Evandro – É uma homenagem a esses grandes fotógrafos que trabalharam comigo. A maioria está morta. Mas a mulher conquistou espaço em todos os lugares. A primeira vez que uma mulher entrou no gramado do Maracanã ela foi vaiada e teve que sair. Hoje as mulheres são radialistas, são fotógrafas dentro do gramado, são policiais e temos grandes fotógrafas. A Cíntia Brito foi uma das primeiras e um grande nome do fotojornalismo. Hoje temos a Miríam Fichtner, a Marcia Folleto, mulher corajosa e arretada. Foi maravilhoso ver isso na fotografia e no texto, eu diria que uma mudança radical, porque cerca de 70% das redações é composta por mulheres. 

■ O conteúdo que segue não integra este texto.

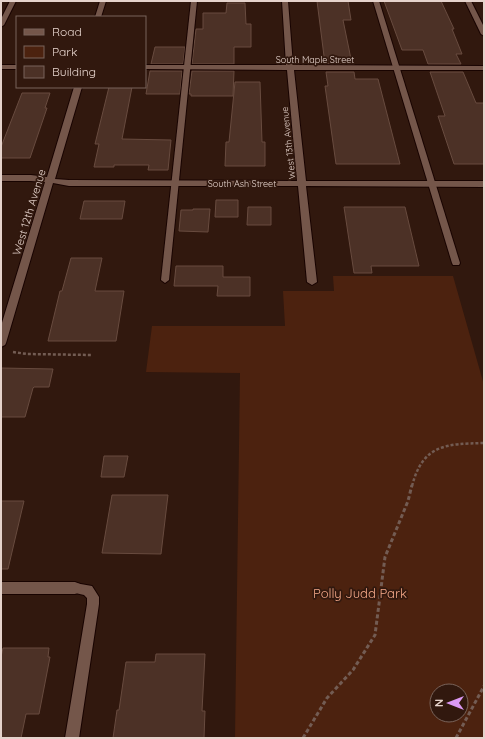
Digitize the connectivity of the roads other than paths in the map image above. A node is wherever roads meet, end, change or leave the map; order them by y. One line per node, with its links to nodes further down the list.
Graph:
1 (13, 1): 8 (lane)
2 (103, 1): 7 (street)
3 (194, 1): 13 (lane)
4 (285, 1): 14 (street, West 13th Avenue)
5 (376, 1): 15 (lane)
6 (468, 1): 9 (street)
7 (98, 16)
8 (1, 25)
9 (484, 34)
10 (1, 67): 11 (street)
11 (16, 67)
12 (146, 67): 13 (street, South Maple Street)
13 (187, 67): 14 (street, South Maple Street); 20 (lane)
14 (290, 68): 15 (street, South Maple Street); 21 (street, West 13th Avenue)
15 (397, 68): 16 (street, South Maple Street); 22 (lane)
16 (484, 68)
17 (78, 88): 19 (street, West 12th Avenue)
18 (1, 178): 19 (street, South Ash Street)
19 (51, 179): 20 (street, South Ash Street); 27 (street, West 12th Avenue)
20 (175, 183): 21 (street, South Ash Street); 25 (lane)
21 (302, 183): 22 (street, South Ash Street); 26 (street, West 13th Avenue)
22 (430, 184): 23 (street, South Ash Street); 24 (lane)
23 (484, 184)
24 (456, 263)
25 (165, 280)
26 (312, 282)
27 (1, 343)
28 (1, 588): 29 (street)
29 (75, 588): 30 (lane)
30 (72, 738)

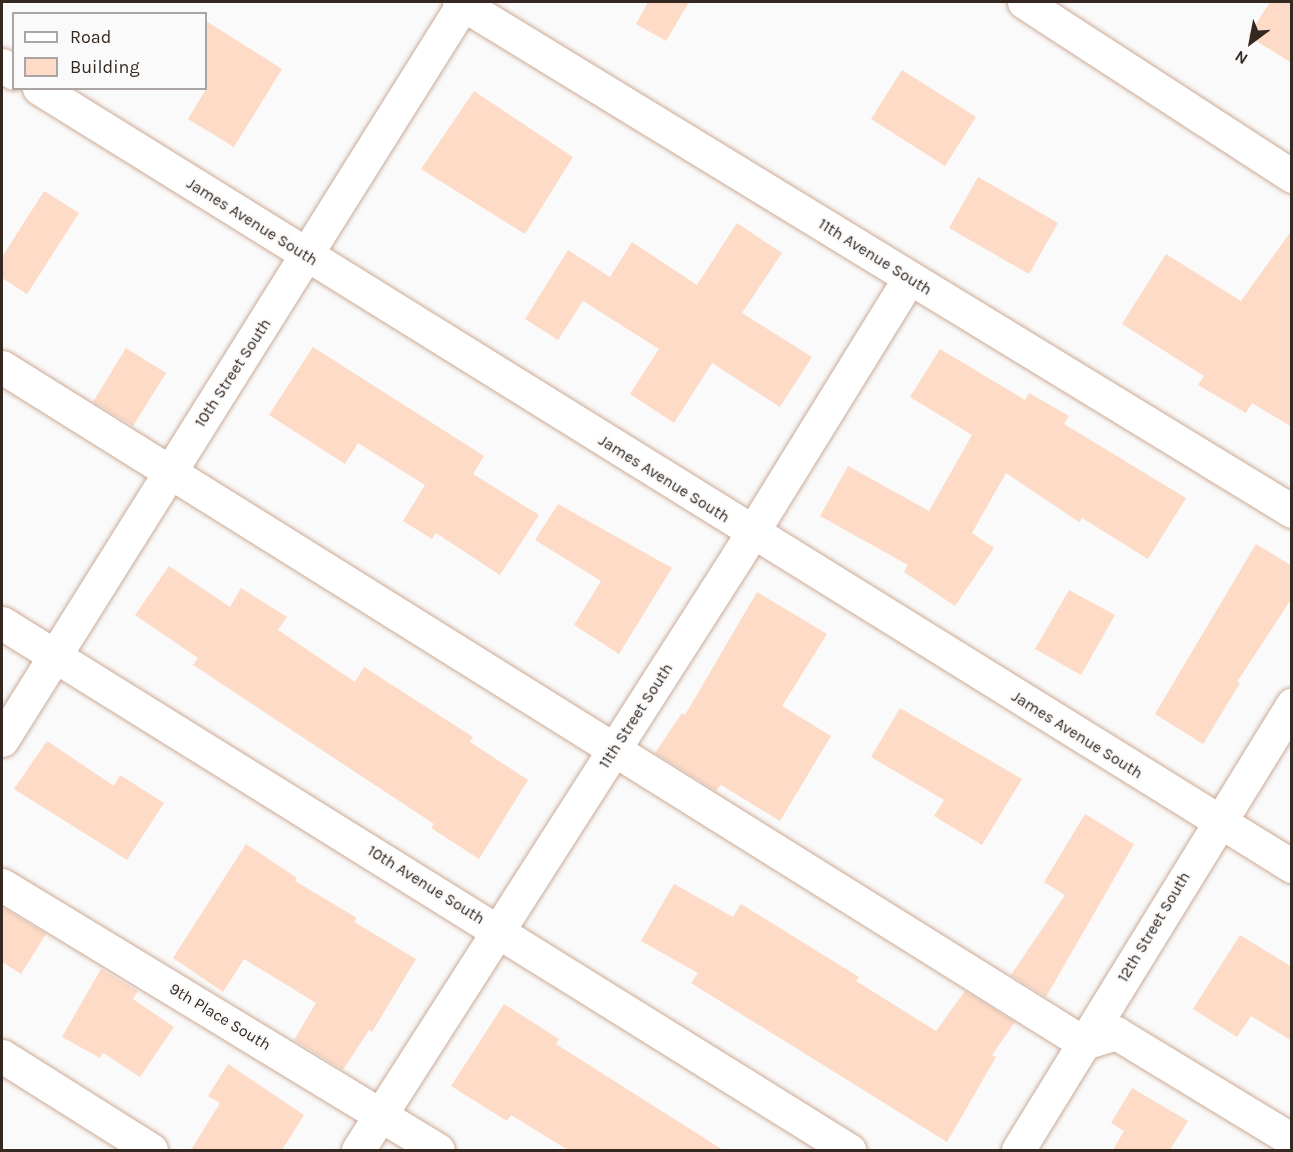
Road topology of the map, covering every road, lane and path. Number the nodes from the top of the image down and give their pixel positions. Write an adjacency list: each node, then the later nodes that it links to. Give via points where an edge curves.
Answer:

E o JB, uma vida inteira dedicada a este jornal e vendo-o passar por tantas mudanças, o que você pode dizer sobre isso? 

Evandro – O JB ainda é um jornal respeitado no Brasil. Claro que não é mais aquela grandiosidade. Tínhamos 52 funcionários só no departamento de fotografia e hoje temos 12, tudo precarizado. As mudanças foram radicais em todos os sentidos. Mas o jornal continua tentando chegar cada vez mais perto do que foi um dia. 

Desde que a primeira fotografia foi produzida em 1825, pelo francês Joseph Nicéphore Niépce, ela estaria envolvida no debate entre técnica e arte. Naquela época, para se reproduzir uma imagem foram necessárias oito horas de exposição à luz solar. Hoje, as digitais calculam tudo e, quanto mais avanços tecnológicos, mais polêmicas. A fotografia é arte? 

Evandro – Como escreveu Otto Lara Resende no prefácio do meu primeiro livros “estas fotos são mais que simples flagrantes, captam uma imagem, sua luz, sua sombra, seu volume e seu vazio. Mas captam igualmente o tempo, um certo tempo e o espaço, um certo espaço. Daí a densidade deste documentário, que fala do nosso mundo e fala de quem o viu, de quem o fixou… quer-me parecer que é a isto que se chama arte”. Ou o poeta Carlos Drummond de Andrade: “A fotografia – é o codinome da mais aguda percepção que a nós mesmos nos vai mostrando e da evanescência de tudo edifica uma permanência, cristal do tempo no papel”, é arte… só pode ser.